Data for review:
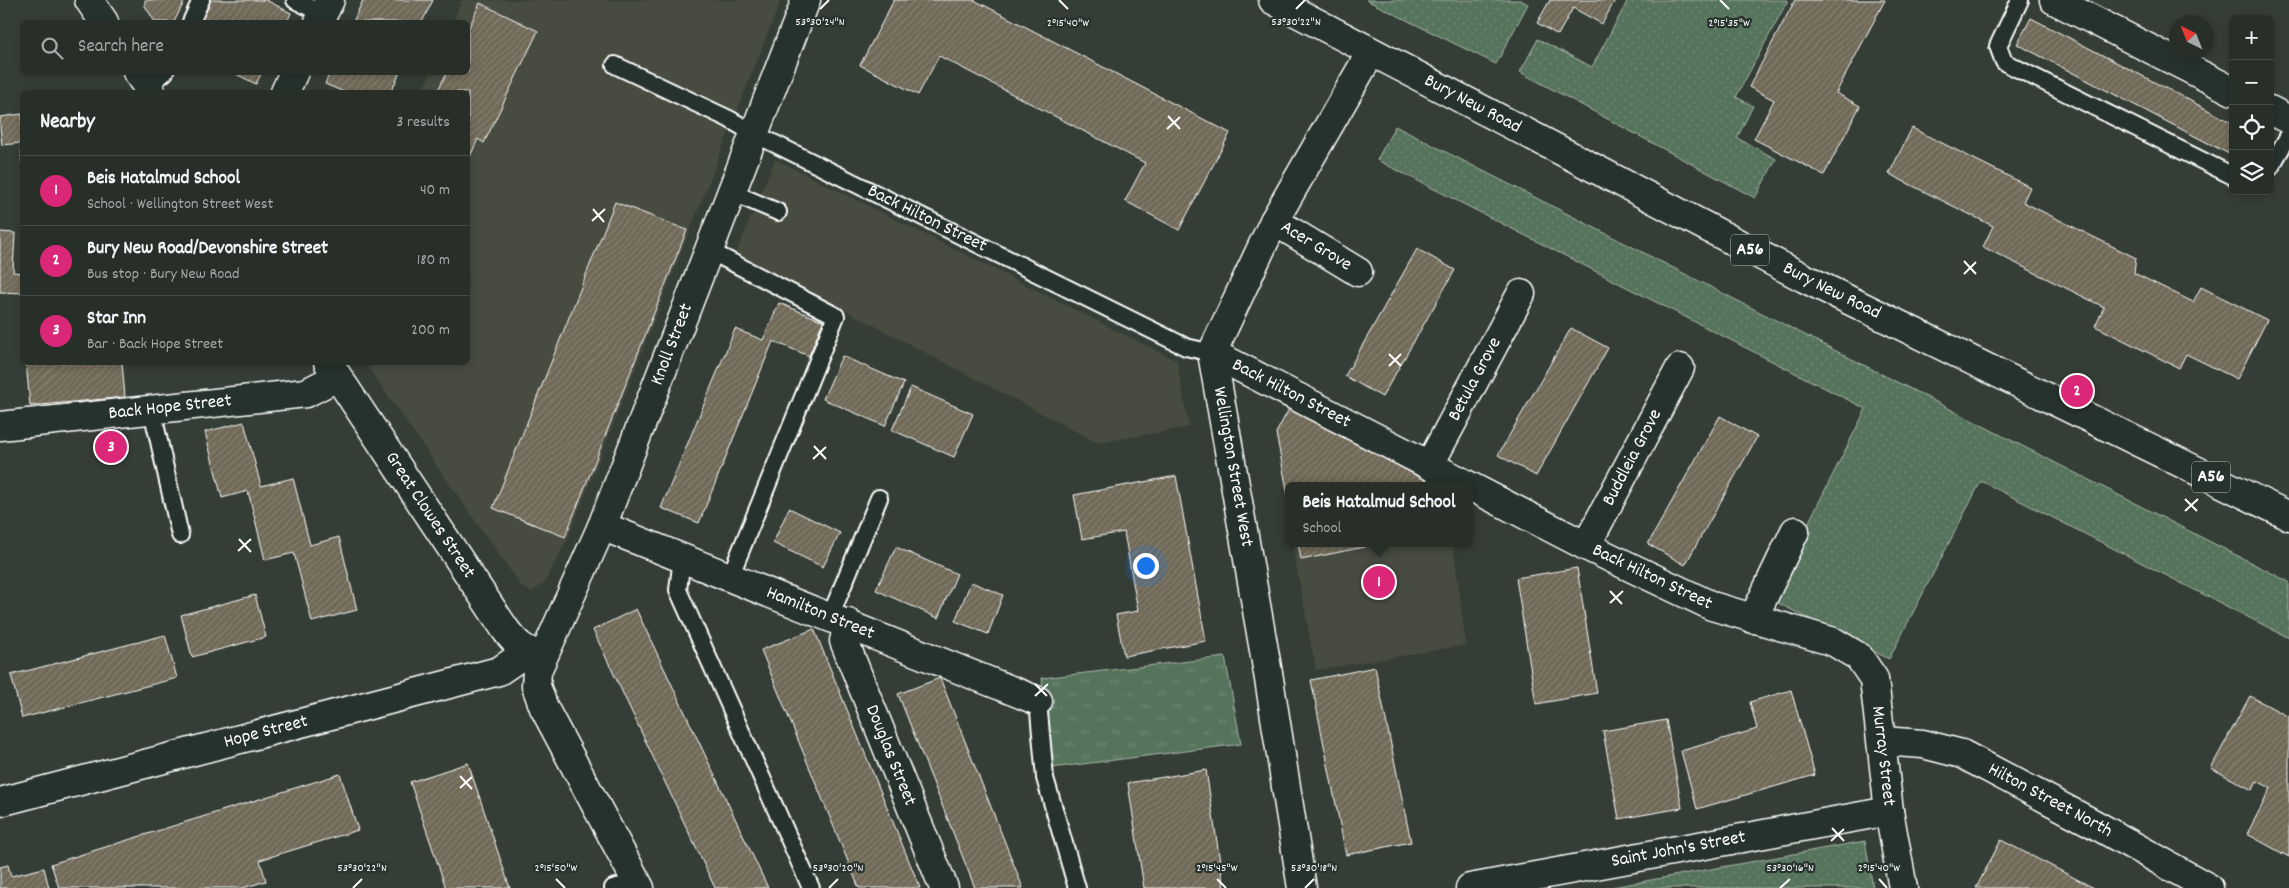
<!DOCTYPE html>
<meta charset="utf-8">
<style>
body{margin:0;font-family:Dekko,sans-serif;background:#303630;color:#f1f3f6}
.controls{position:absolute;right:15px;top:15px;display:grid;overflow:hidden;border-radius:8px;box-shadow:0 2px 8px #0003}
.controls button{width:45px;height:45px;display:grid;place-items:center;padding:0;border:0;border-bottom:1px solid #444a45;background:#282e28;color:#f1f3f6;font:25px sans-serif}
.compass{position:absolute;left:2169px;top:15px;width:45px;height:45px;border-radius:50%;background:#282e28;box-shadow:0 2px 8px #0003;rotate:317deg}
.you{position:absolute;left:1145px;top:565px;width:18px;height:18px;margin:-12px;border:4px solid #fff;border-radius:50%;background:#1a73e8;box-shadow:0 0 0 8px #1a73e833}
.badge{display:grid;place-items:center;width:32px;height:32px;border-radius:50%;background:#db2777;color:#fff;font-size:16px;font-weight:700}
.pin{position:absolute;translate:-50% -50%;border:2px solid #fff;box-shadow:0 1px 5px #0006}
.popup{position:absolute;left:1285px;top:482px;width:188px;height:65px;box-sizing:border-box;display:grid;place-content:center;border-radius:8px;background:#282e28;filter:drop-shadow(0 1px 4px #0005);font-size:16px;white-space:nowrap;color:#a5a8a8}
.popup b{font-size:19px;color:#f1f3f6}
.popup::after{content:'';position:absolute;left:50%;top:100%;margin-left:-10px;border:10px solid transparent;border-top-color:#282e28}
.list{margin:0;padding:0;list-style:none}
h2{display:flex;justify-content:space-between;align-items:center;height:65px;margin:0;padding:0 20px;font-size:21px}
h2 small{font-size:16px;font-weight:400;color:#a5a8a8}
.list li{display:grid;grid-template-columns:32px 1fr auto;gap:15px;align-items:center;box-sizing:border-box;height:70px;padding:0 20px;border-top:1px solid #444a45}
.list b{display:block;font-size:19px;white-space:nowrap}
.list p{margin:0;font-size:16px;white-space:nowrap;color:#a5a8a8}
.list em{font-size:16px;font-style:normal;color:#a5a8a8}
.icon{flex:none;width:28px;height:28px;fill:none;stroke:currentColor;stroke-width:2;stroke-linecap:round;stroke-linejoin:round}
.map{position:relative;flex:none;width:2289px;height:888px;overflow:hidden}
.search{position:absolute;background:#282e28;box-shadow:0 2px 8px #0003;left:20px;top:20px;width:450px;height:55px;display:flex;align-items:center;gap:12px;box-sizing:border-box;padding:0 18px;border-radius:8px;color:#a5a8a8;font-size:19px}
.panel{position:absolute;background:#282e28;box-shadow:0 2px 8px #0003;left:20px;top:90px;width:450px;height:275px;border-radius:8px}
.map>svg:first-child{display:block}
</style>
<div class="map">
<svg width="2289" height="888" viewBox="0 0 2289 888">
<defs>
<pattern id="grass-dots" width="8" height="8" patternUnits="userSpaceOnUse" patternTransform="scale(1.25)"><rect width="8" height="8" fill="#56735b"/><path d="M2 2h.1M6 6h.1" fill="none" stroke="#6f8874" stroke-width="1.8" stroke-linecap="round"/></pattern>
<pattern id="park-tufts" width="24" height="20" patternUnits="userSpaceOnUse" patternTransform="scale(1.25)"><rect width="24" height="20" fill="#56735b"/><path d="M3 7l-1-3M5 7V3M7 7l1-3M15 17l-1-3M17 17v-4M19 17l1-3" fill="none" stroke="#6f8874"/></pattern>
<pattern id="building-hatch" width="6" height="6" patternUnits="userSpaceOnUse" patternTransform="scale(1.25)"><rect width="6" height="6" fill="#706958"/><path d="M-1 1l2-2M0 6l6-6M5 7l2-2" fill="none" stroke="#858071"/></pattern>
</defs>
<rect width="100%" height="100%" fill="#353e36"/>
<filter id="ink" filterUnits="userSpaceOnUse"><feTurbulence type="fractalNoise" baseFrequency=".02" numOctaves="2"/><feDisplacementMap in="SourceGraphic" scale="10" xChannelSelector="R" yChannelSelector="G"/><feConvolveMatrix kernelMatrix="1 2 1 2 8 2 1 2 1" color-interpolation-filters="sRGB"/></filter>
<g filter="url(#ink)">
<!-- built -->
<g fill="#474b40">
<polygon points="462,0 781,0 568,538 544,583 531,592 521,586 365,363 468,362 468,92 422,92 431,73 468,72 468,22 453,22"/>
<polygon points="775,159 1177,361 1189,427 1098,443 736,253"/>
<polygon points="1292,543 1453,543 1466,645 1316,670"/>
</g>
<!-- grass -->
<g fill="url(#grass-dots)" stroke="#aab9ad">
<polygon points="1366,0 1520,0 1528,4 1496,64"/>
<polygon points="1628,0 1788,0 1736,97 1753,106 1737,138 1776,159 1755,198 1520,72 1538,39 1592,67"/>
<polygon points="1395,126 2289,582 2289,638 1981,481 1889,659 1770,599 1866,409 1377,160"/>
<polygon points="1865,841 1873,888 1607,888"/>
</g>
<!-- park -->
<polygon fill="url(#park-tufts)" stroke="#aab9ad" points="1225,657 1241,744 1051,768 1042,678"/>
<!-- building -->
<g fill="url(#building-hatch)" stroke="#fff">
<polygon points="145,0 185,0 174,22 155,22 145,6"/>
<polygon points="210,0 266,0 291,13 287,22 199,22"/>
<polygon points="363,0 433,0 422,22 353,22"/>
<polygon points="894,0 974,0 1230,133 1179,230 1125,201 1145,163 939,56 918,95 860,65"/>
<polygon points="1550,0 1615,0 1602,24 1573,8 1558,35 1537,23"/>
<polygon points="1795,0 1885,0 1836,93 1860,106 1824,175 1754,139 1774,100 1749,87"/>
<polygon points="480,3 538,31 484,143 478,139 468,161 468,92 437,92 447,72 468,72 468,30"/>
<polygon points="2031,18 2233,123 2233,156 2017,44"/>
<polygon points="232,72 262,72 256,84"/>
<polygon points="330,72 400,72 391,92 344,92 325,84"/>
<polygon points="22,114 22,163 21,143 2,145 0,127 0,117"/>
<polygon points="1912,128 2030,187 2023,202 2136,258 2134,273 2193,302 2201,287 2267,320 2237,379 2186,354 2179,368 2095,326 2104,307 1983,247 1993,226 1889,174"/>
<polygon points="615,202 687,230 565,537 493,508"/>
<polygon points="0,232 15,233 13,272 22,273 22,293 0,292"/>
<polygon points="1417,249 1455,270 1382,397 1345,376"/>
<polygon points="779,303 823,321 809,356 773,341 699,523 661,508 735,329 763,340"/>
<polygon points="1571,328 1608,348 1536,476 1498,455"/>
<polygon points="842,356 904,383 885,426 823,399"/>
<polygon points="26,362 122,362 125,397 30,406"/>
<polygon points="911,387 973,414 954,457 892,430"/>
<polygon points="1290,407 1436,486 1289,486 1289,500 1276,433"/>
<polygon points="1720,416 1757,437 1685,565 1648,544"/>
<polygon points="244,422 261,486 293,478 310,545 339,537 357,610 312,622 294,553 265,560 248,491 222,498 205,432"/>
<polygon points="1176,476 1206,641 1124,656 1116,615 1138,611 1124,532 1082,539 1074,495"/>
<polygon points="789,508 840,533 823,567 773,543"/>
<polygon points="1298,543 1370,543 1364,547 1301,560"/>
<polygon points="896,547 957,574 938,618 876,590"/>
<polygon points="1577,568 1597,693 1536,704 1516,578"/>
<polygon points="971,582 1003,595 988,634 955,621"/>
<polygon points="255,595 266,637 192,657 181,615"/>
<polygon points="636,609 768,888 715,888 593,630"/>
<polygon points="814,629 920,888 859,888 761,650"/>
<polygon points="165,635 177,678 22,718 11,675"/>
<polygon points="1375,667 1411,842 1346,855 1311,680"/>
<polygon points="940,678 1023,888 975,888 898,694"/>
<polygon points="1791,690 1815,775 1697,809 1681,751 1757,729 1750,702"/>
<polygon points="2250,696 2289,717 2289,857 2247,834 2271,788 2257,781 2252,790 2211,768"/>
<polygon points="1666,720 1682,808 1619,819 1603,731"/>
<polygon points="468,763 510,888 446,888 410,782"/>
<polygon points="1206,770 1224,888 1144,888 1128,783"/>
<polygon points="340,774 358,830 260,860 266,881 243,888 59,888 51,864"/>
<polygon points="2001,840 2094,888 1976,888"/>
<polygon points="8,865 11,876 44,868 49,888 0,888 0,867"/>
</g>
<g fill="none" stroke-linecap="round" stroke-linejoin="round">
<defs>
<g id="service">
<polyline points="295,0 323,14"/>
<polyline points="2020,0 1998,46 2004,62 2233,176"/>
<polyline points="191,22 201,0"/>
<path id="s1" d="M615,65L729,119L753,133L1186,347L1212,353"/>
<polyline points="147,87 165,72"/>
<polyline points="2270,168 2289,135"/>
<polyline points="731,192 778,212"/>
<polyline points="708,250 836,316 730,577"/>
<polyline points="152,410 180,535"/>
<polyline points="682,558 678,590 811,888"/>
<polyline points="830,617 879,498"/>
<polyline points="1038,701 1045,778 1077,888"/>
<polyline points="613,888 637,882"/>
</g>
<g id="minor">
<polyline points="89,0 104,22"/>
<polyline points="2054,0 2233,91"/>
<polyline points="319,22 330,0"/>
<polyline points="137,72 151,92"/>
<polyline points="285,92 294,72"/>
<polyline points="2270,110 2289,120"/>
<path id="s2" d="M1274,221L1358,272"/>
<path id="s3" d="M1212,353L1586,546L1712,606L1834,642L1859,657L1874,679L1889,811L1903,888"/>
<path id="s4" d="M328,362L505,629C516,644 524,651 542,656"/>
<path id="s5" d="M0,426L306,393L337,377"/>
<path id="s6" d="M1430,464L1521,294"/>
<path id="s7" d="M602,526L1038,701"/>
<path id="s8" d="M1586,546L1680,368"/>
<polyline points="1753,619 1795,531"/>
<path id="s9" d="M848,623L844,641L944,888"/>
<path id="s10" d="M1882,741L1923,744L1962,754L2096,825L2209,888"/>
<path id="s11" d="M0,802L499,671L527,652"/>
<polyline points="1302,888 1269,679 1212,353 1274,221 1371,52"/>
<path id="s12" d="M1470,888L1889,811"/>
</g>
<g id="secondary">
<path id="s13" d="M640,888L544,708L536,686L537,671L602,526L806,0"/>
</g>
<g id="trunk">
<path id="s14" d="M1273,0L1804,278L2289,516"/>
</g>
</defs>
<!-- service casing -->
<use href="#service" stroke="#fff" stroke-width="20"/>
<!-- minor casing -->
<use href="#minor" stroke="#fff" stroke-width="31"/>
<!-- secondary casing -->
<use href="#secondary" stroke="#fff" stroke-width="31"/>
<!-- trunk casing -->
<use href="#trunk" stroke="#fff" stroke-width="31"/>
<!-- service -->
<use href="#service" stroke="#26332d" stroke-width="16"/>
<!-- minor -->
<use href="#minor" stroke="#26332d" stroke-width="28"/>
<!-- secondary -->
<use href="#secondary" stroke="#26332d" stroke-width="28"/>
<!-- trunk -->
<use href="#trunk" stroke="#26332d" stroke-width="28"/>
</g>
</g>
<!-- ticks -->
<path fill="none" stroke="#fff" stroke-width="2" d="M1059,0L1068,9M1720,0L1729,9M820,9L829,0M1296,9L1305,0M1168,116L1180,129M1167,129L1180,117M593,209L604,222M592,221L605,209M1964,261L1976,274M1964,274L1976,262M1389,354L1401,366M1389,366L1401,354M814,446L826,459M813,459L826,447M2185,499L2197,511M2185,511L2198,499M239,539L251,552M238,551L251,539M1610,591L1622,604M1610,603L1623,591M1035,684L1047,696M1035,696L1048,684M460,776L472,789M460,788L472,777M1832,828L1844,841M1831,841L1844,829M556,879L565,888M1217,879L1226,888M1879,879L1887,888M353,888L362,879M829,888L838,879M1305,888L1314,879M1780,888L1790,879"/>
<g text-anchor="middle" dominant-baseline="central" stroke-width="4.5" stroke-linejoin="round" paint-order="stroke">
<!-- shield labels -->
<g fill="#26332d" stroke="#bec2c0" stroke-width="1">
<rect x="1731" y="234.5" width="38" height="31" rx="4"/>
<rect x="2192" y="461.5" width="38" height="31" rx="4"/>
</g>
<g font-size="18" font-weight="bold" fill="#fff">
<text x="1750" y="250">A56</text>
<text x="2211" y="477">A56</text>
</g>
<!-- street labels -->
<g font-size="19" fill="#fff" stroke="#26332d">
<text stroke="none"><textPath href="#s14" startOffset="225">Bury New Road</textPath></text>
<text stroke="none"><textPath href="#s1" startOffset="348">Back Hilton Street</textPath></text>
<text stroke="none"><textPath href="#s2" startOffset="49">Acer Grove</textPath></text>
<text stroke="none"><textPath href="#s14" startOffset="630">Bury New Road</textPath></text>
<text stroke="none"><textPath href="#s13" startOffset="596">Knoll Street</textPath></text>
<text stroke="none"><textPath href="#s6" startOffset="96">Betula Grove</textPath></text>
<text stroke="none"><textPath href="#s3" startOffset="89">Back Hilton Street</textPath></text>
<text stroke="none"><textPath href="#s5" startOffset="171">Back Hope Street</textPath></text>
<text stroke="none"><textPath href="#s8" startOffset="100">Buddleia Grove</textPath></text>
<text transform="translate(1232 467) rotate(80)">Wellington Street West</text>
<text stroke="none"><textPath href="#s4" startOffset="184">Great Clowes Street</textPath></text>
<text stroke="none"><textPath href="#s3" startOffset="494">Back Hilton Street</textPath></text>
<text stroke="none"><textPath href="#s7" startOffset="235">Hamilton Street</textPath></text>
<text stroke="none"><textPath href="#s11" startOffset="275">Hope Street</textPath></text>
<text stroke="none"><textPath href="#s9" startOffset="142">Douglas Street</textPath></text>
<text stroke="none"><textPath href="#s3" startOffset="821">Murray Street</textPath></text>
<text stroke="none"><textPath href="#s10" startOffset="181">Hilton Street North</textPath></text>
<text stroke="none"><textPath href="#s12" startOffset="212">Saint John's Street</textPath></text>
</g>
</g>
<g font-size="12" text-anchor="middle" fill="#fff" stroke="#26332d" stroke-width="4.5" stroke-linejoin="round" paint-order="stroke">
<text x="820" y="25">53°30'24"N</text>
<text x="1296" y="25">53°30'22"N</text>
<text x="1068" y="26">2°15'40"W</text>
<text x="1729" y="26">2°15'35"W</text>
<text x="556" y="871">2°15'50"W</text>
<text x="1217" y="871">2°15'45"W</text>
<text x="1879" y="871">2°15'40"W</text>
<text x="362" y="871">53°30'22"N</text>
<text x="838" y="871">53°30'20"N</text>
<text x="1314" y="871">53°30'18"N</text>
<text x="1790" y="871">53°30'16"N</text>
</g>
</svg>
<div class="controls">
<button>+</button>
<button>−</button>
<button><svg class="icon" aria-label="locate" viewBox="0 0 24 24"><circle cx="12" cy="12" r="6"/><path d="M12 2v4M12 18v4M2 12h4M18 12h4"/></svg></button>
<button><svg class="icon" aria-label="layers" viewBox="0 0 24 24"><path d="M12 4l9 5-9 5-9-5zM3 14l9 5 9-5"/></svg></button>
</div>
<svg class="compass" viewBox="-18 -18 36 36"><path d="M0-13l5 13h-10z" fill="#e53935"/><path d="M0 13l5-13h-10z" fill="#a5a8a8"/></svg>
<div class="you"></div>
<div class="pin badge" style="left:1379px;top:582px">1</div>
<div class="popup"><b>Beis Hatalmud School</b>School</div>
<div class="pin badge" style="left:2077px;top:391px">2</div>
<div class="pin badge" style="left:111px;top:447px">3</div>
<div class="search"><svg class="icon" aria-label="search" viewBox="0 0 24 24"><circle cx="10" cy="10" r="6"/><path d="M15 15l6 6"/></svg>Search here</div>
<section class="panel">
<h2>Nearby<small>3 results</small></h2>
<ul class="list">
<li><span class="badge">1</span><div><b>Beis Hatalmud School</b><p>School · Wellington Street West</p></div><em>40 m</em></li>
<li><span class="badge">2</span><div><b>Bury New Road/Devonshire Street</b><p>Bus stop · Bury New Road</p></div><em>180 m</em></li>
<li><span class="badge">3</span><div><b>Star Inn</b><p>Bar · Back Hope Street</p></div><em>200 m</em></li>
</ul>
</section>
</div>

Your assignment:
Retrieve each line of the data in which the word "grid" can be found.

Completed task:
.controls{position:absolute;right:15px;top:15px;display:grid;overflow:hidden;border-radius:8px;box-shadow:0 2px 8px #0003}
.controls button{width:45px;height:45px;display:grid;place-items:center;padding:0;border:0;border-bottom:1px solid #444a45;background:#282e28;color:#f1f3f6;font:25px sans-serif}
.badge{display:grid;place-items:center;width:32px;height:32px;border-radius:50%;background:#db2777;color:#fff;font-size:16px;font-weight:700}
.popup{position:absolute;left:1285px;top:482px;width:188px;height:65px;box-sizing:border-box;display:grid;place-content:center;border-radius:8px;background:#282e28;filter:drop-shadow(0 1px 4px #0005);font-size:16px;white-space:nowrap;color:#a5a8a8}
.list li{display:grid;grid-template-columns:32px 1fr auto;gap:15px;align-items:center;box-sizing:border-box;height:70px;padding:0 20px;border-top:1px solid #444a45}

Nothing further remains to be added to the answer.